§ Problem to work on
From the first line of the listing to the last, set down everything exactly, but skip the images.

§ Input data
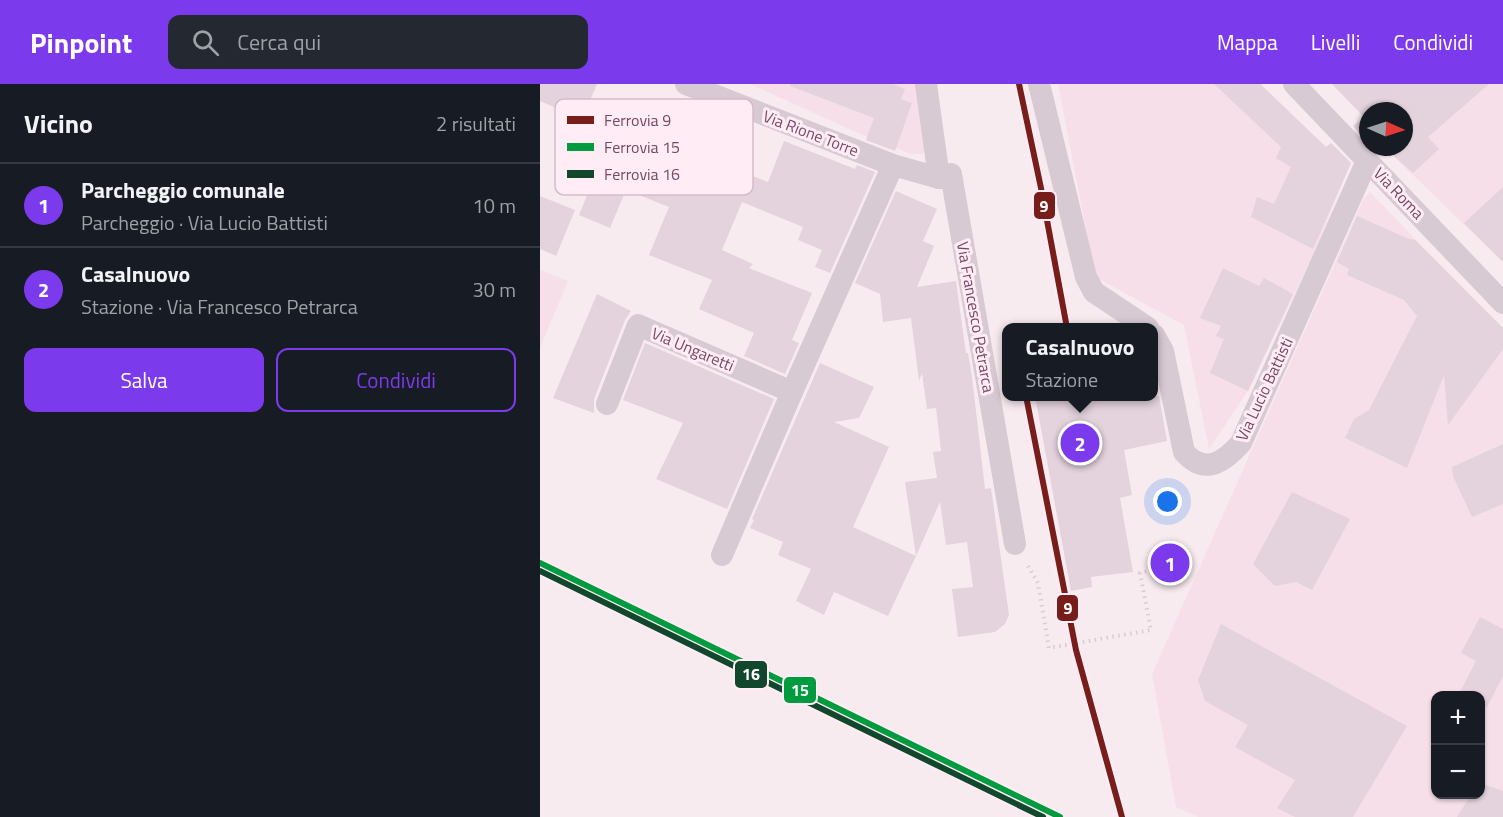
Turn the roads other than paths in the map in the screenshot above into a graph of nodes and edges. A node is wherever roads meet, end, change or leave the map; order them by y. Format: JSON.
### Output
{"nodes":[{"id":1,"x":686,"y":84,"type":"edge"},
{"id":2,"x":926,"y":84,"type":"edge"},
{"id":3,"x":1039,"y":84,"type":"edge"},
{"id":4,"x":1294,"y":84,"type":"edge"},
{"id":5,"x":724,"y":99,"type":"edge"},
{"id":6,"x":753,"y":110,"type":"edge"},
{"id":7,"x":1368,"y":161,"type":"junction"},
{"id":8,"x":893,"y":165,"type":"junction"},
{"id":9,"x":939,"y":178,"type":"junction"},
{"id":10,"x":1503,"y":303,"type":"edge"},
{"id":11,"x":1142,"y":323,"type":"edge"},
{"id":12,"x":1158,"y":342,"type":"edge"},
{"id":13,"x":792,"y":392,"type":"junction"},
{"id":14,"x":607,"y":404,"type":"dead end"},
{"id":15,"x":1015,"y":544,"type":"dead end"},
{"id":16,"x":722,"y":555,"type":"dead end"}],
"edges":[{"from":1,"to":5,"type":"street","name":"Via Rione Torre"},
{"from":2,"to":9,"type":"street"},
{"from":3,"to":11,"type":"street"},
{"from":4,"to":7,"type":"street","name":"Via Roma"},
{"from":6,"to":8,"type":"street","name":"Via Rione Torre"},
{"from":7,"to":10,"type":"street","name":"Via Roma"},
{"from":7,"to":12,"type":"street","name":"Via Lucio Battisti"},
{"from":8,"to":9,"type":"street","name":"Via Rione Torre"},
{"from":8,"to":13,"type":"street"},
{"from":9,"to":15,"type":"street","name":"Via Francesco Petrarca"},
{"from":13,"to":14,"type":"street","name":"Via Ungaretti"},
{"from":13,"to":16,"type":"street"}]}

§ Answer space
Turn the roads other than paths in the map in the screenshot above into a graph of nodes and edges. A node is wherever roads meet, end, change or leave the map; order them by y. Format: JSON.
### Output
{"nodes":[{"id":1,"x":686,"y":84,"type":"edge"},
{"id":2,"x":926,"y":84,"type":"edge"},
{"id":3,"x":1039,"y":84,"type":"edge"},
{"id":4,"x":1294,"y":84,"type":"edge"},
{"id":5,"x":724,"y":99,"type":"edge"},
{"id":6,"x":753,"y":110,"type":"edge"},
{"id":7,"x":1368,"y":161,"type":"junction"},
{"id":8,"x":893,"y":165,"type":"junction"},
{"id":9,"x":939,"y":178,"type":"junction"},
{"id":10,"x":1503,"y":303,"type":"edge"},
{"id":11,"x":1142,"y":323,"type":"edge"},
{"id":12,"x":1158,"y":342,"type":"edge"},
{"id":13,"x":792,"y":392,"type":"junction"},
{"id":14,"x":607,"y":404,"type":"dead end"},
{"id":15,"x":1015,"y":544,"type":"dead end"},
{"id":16,"x":722,"y":555,"type":"dead end"}],
"edges":[{"from":1,"to":5,"type":"street","name":"Via Rione Torre"},
{"from":2,"to":9,"type":"street"},
{"from":3,"to":11,"type":"street"},
{"from":4,"to":7,"type":"street","name":"Via Roma"},
{"from":6,"to":8,"type":"street","name":"Via Rione Torre"},
{"from":7,"to":10,"type":"street","name":"Via Roma"},
{"from":7,"to":12,"type":"street","name":"Via Lucio Battisti"},
{"from":8,"to":9,"type":"street","name":"Via Rione Torre"},
{"from":8,"to":13,"type":"street"},
{"from":9,"to":15,"type":"street","name":"Via Francesco Petrarca"},
{"from":13,"to":14,"type":"street","name":"Via Ungaretti"},
{"from":13,"to":16,"type":"street"}]}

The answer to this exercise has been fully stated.